_SOURCE MATERIAL:_

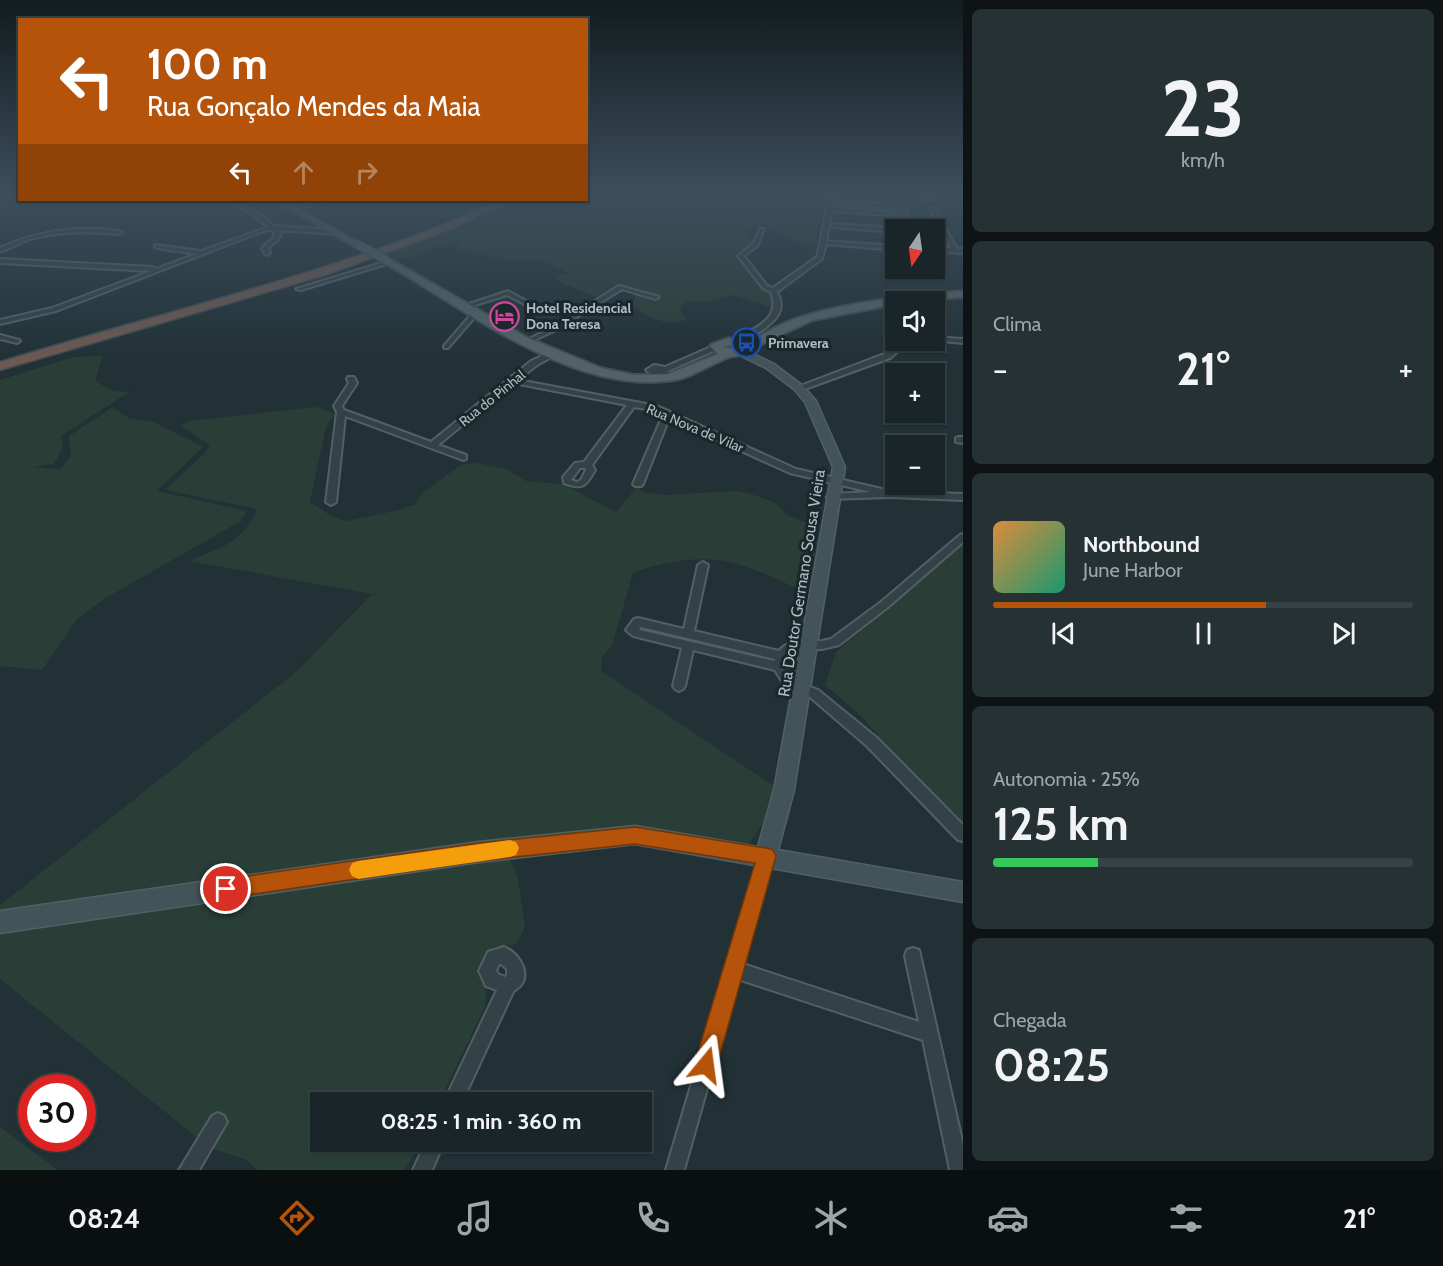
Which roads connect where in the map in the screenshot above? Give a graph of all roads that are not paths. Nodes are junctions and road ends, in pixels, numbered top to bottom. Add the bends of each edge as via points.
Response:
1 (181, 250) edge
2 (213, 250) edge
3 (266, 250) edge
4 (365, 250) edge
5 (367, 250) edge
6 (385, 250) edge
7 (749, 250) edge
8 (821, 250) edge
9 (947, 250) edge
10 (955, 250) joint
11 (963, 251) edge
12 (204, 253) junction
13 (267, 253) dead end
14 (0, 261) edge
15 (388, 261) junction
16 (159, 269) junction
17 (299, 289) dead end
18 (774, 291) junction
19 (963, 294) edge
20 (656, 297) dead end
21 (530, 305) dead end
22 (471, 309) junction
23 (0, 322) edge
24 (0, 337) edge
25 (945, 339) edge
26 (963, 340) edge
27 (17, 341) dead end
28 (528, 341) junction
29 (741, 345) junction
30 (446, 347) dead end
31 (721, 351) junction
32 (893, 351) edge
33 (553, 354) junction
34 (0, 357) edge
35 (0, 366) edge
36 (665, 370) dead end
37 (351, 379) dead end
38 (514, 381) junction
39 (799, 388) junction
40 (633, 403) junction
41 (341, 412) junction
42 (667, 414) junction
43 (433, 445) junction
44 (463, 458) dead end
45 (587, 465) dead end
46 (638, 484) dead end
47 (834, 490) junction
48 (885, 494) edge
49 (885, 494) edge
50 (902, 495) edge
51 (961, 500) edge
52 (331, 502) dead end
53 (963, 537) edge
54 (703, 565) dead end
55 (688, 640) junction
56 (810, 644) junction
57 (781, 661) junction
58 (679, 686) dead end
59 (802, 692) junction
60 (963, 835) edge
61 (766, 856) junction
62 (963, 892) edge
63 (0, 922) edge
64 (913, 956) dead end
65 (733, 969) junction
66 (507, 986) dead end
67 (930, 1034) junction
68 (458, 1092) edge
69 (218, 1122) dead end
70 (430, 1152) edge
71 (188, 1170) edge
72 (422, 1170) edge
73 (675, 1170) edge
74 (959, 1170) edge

_PROMPT:_
Exactly as written, please copy out the whole set of records, skipping images.

_SOLUTION TO THE EXERCISE:_
Which roads connect where in the map in the screenshot above? Give a graph of all roads that are not paths. Nodes are junctions and road ends, in pixels, numbered top to bottom. Add the bends of each edge as via points.
Response:
1 (181, 250) edge
2 (213, 250) edge
3 (266, 250) edge
4 (365, 250) edge
5 (367, 250) edge
6 (385, 250) edge
7 (749, 250) edge
8 (821, 250) edge
9 (947, 250) edge
10 (955, 250) joint
11 (963, 251) edge
12 (204, 253) junction
13 (267, 253) dead end
14 (0, 261) edge
15 (388, 261) junction
16 (159, 269) junction
17 (299, 289) dead end
18 (774, 291) junction
19 (963, 294) edge
20 (656, 297) dead end
21 (530, 305) dead end
22 (471, 309) junction
23 (0, 322) edge
24 (0, 337) edge
25 (945, 339) edge
26 (963, 340) edge
27 (17, 341) dead end
28 (528, 341) junction
29 (741, 345) junction
30 (446, 347) dead end
31 (721, 351) junction
32 (893, 351) edge
33 (553, 354) junction
34 (0, 357) edge
35 (0, 366) edge
36 (665, 370) dead end
37 (351, 379) dead end
38 (514, 381) junction
39 (799, 388) junction
40 (633, 403) junction
41 (341, 412) junction
42 (667, 414) junction
43 (433, 445) junction
44 (463, 458) dead end
45 (587, 465) dead end
46 (638, 484) dead end
47 (834, 490) junction
48 (885, 494) edge
49 (885, 494) edge
50 (902, 495) edge
51 (961, 500) edge
52 (331, 502) dead end
53 (963, 537) edge
54 (703, 565) dead end
55 (688, 640) junction
56 (810, 644) junction
57 (781, 661) junction
58 (679, 686) dead end
59 (802, 692) junction
60 (963, 835) edge
61 (766, 856) junction
62 (963, 892) edge
63 (0, 922) edge
64 (913, 956) dead end
65 (733, 969) junction
66 (507, 986) dead end
67 (930, 1034) junction
68 (458, 1092) edge
69 (218, 1122) dead end
70 (430, 1152) edge
71 (188, 1170) edge
72 (422, 1170) edge
73 (675, 1170) edge
74 (959, 1170) edge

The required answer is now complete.